The earliest nudge came from growing up around a dad who worked as a guard at Y-12. Hearing about his stories of the research there sparked a curiosity that eventually spurred her toward materials science. One of her first tastes of research came at Oak Ridge National Laboratory. There, she worked on biocomposites, mixing polymers with ground bamboo or corn to create more sustainable materials. The work solidified an interest in solving engineering problems in ways that make the world more sustainable.
When she returned to UT, she found more projects focused on sustainable composites. The thread led her to Cologne, Germany, for a DAAD internship at the German Aerospace Center. The assignment was to turn lunar dust into glass-fiber composites strong enough to build things on the moon.
The program was a leap into international research and Hess’s first time living far from home in Seymour, Tennessee. She took in everything: the travel, the international lab culture, and the group’s hyper-competitive, fully ranked, algorithm-driven foosball league. A previous researcher had coded a prediction website: you entered the players, the system made a score prediction, and you had to beat what the computer thought you’d do. If you lost badly enough, you owed the group a cake.
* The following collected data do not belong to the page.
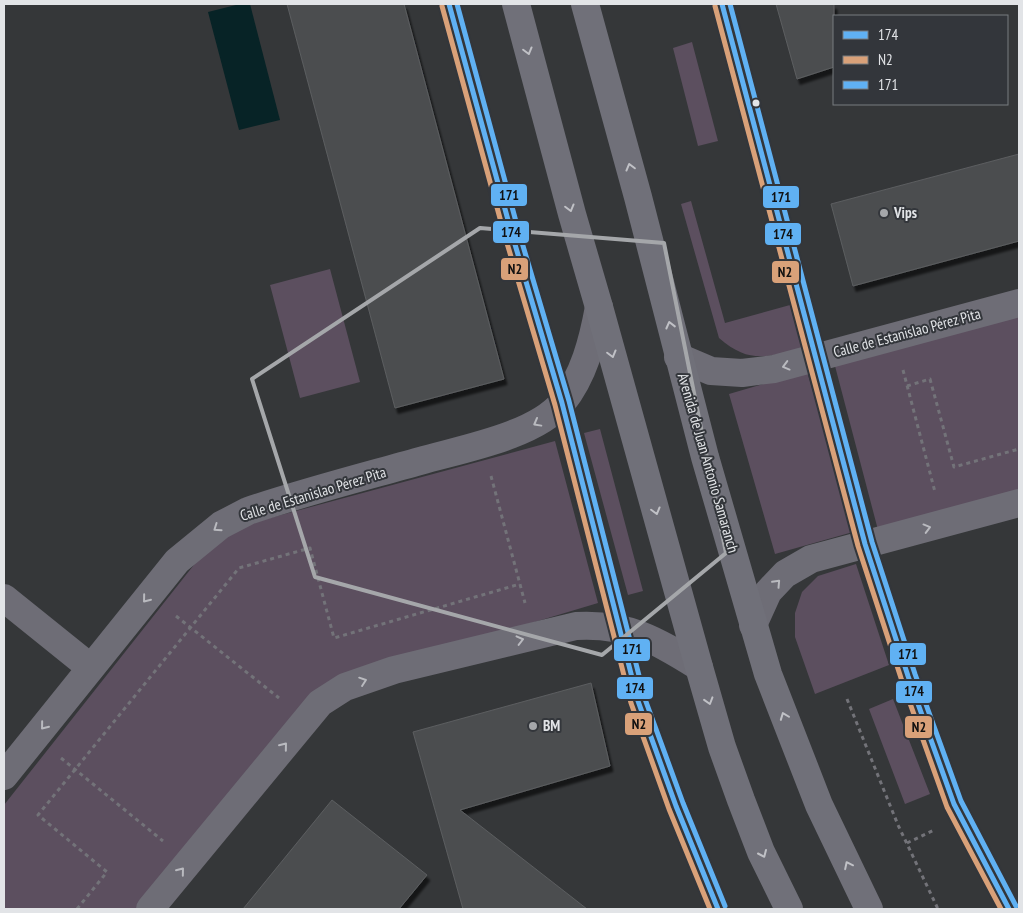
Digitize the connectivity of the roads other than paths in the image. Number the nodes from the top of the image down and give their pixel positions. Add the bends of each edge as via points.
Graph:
1 (449, 4) edge
2 (516, 4) edge
3 (585, 4) edge
4 (722, 4) edge
5 (1019, 303) edge
6 (599, 307) junction
7 (678, 357) junction
8 (815, 358) junction
9 (562, 403) junction
10 (1019, 503) edge
11 (865, 544) junction
12 (4, 598) edge
13 (753, 625) junction
14 (619, 628) junction
15 (699, 667) junction
16 (91, 668) junction
17 (4, 776) edge
18 (150, 909) edge
19 (718, 909) edge
20 (788, 909) edge
21 (869, 909) edge
22 (1009, 909) edge

1 - 9 lane
2 -> 6 street
7 -> 3 street, Avenida de Juan Antonio Samaranch
4 - 8 lane
5 - 8 street, Calle de Estanislao Pérez Pita
6 - 9 street, Calle de Estanislao Pérez Pita via 586,359
6 -> 15 street
8 -> 7 street, Calle de Estanislao Pérez Pita via 774,369 742,373 711,371
7 - 13 street, Avenida de Juan Antonio Samaranch
8 - 11 lane
9 - 14 lane
9 -> 16 street, Calle de Estanislao Pérez Pita via 541,422 525,430 269,504 221,524 176,562
11 -> 10 street
13 -> 11 street via 768,592 785,574 811,559
11 - 22 lane via 954,804
12 - 16 street
21 -> 13 street, Avenida de Juan Antonio Samaranch via 818,805 768,674
14 - 15 street via 647,637
18 -> 14 street via 306,719 332,694 394,670 576,626
14 - 19 lane via 654,747
15 -> 20 street via 741,800
16 -> 17 street, Calle de Estanislao Pérez Pita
With a score of 0-10 during one game, Hess earned her turn to bring cake.
“I made them American cheesecake with an Oreo crust,” Hess said. “They thought I burned it.” She had to guess her way through the American recipe because Germany uses metric measurements, but after some tentative bites, her group mates agreed it was good. The willingness of people from different backgrounds to make time for joy and still get serious work done together shaped how Hess thinks about international collaboration.
While she was in Germany, she took a day trip to Luxembourg with the Undergraduate Research and Fellowships’ Exploration Grant she earned to meet a potential research mentor in person. He spent an entire day showing her his lab, introducing her to senior scientists, giving her a sense of what research collaboration there could look like. That experience sealed something for her.
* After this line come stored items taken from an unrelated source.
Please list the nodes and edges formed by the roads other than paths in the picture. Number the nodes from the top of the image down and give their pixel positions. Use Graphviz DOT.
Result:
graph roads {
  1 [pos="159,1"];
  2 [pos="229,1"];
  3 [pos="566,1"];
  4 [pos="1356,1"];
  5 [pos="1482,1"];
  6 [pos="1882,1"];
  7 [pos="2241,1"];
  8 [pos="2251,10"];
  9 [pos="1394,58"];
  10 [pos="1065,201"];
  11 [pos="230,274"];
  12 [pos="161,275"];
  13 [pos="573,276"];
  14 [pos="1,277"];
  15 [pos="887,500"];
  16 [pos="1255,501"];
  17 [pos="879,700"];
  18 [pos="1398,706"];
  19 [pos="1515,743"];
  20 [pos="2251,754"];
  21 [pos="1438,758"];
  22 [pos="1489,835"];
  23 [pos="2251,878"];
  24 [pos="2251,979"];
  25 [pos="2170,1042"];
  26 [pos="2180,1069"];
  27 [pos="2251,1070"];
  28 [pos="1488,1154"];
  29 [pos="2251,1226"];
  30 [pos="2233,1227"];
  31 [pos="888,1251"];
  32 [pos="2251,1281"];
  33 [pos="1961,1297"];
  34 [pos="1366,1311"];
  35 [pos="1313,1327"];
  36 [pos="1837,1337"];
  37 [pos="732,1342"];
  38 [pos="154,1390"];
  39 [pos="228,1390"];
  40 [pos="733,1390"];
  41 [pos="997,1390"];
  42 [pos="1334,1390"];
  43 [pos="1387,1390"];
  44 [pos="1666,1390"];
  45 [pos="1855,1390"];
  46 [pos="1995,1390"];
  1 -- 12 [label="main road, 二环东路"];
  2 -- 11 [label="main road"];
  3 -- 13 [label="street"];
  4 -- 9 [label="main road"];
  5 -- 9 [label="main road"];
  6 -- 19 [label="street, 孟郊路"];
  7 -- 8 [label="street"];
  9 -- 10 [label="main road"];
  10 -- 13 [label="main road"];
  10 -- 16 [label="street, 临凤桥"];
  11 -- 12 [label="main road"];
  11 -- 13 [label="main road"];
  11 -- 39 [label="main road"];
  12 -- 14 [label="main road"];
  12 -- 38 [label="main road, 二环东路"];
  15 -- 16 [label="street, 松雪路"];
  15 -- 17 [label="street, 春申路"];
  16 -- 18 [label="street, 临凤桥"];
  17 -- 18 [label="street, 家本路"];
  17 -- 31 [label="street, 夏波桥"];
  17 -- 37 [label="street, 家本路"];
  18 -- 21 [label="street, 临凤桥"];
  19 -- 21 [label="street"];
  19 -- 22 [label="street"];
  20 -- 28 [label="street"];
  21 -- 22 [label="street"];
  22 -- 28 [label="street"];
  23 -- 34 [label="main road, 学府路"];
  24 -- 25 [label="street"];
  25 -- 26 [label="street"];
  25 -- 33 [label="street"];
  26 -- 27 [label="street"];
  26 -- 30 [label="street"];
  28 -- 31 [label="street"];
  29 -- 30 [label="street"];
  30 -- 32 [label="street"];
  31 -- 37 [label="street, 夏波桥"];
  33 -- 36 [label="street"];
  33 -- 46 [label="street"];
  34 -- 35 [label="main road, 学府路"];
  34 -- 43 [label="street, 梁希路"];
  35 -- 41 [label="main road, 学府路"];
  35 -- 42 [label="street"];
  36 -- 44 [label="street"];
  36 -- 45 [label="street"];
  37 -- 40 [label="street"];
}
“I really enjoyed the Exploration Grant because it gave me confidence in where I was going to apply for Fulbright,” Hess. “I think if it hadn’t been a great experience, I would have looked elsewhere. But because I had such a good experience, it made my thought process a lot easier.”
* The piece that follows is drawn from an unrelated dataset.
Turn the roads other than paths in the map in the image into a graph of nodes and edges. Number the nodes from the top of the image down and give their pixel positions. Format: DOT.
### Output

From there, applying for a Fulbright U.S. Student Grant felt less like a leap and more like a natural next step. Now she’s applying for a Fulbright research award in Luxembourg to work on the recycling and reforming of dicyclopentadiene-based polymers—materials used in aerospace and automotive manufacturing. She wants to help transition them into vitrimers, a class of polymers that can be reshaped and reused instead of thrown away, offering a real alternative to waste-heavy end-of-life processes.
Writing the proposal for this project was “the hardest—and most validating—part,” Hess said because she had to learn an entire subfield and then prove she understood it. But it also showed her she could co-develop a research plan from scratch.
For students beginning similar applications, she pointed to one practical step that made the workload more manageable: “Reach out to your department for international researchers they know already. The researcher in Luxembourg was a connection I already had through my faculty.”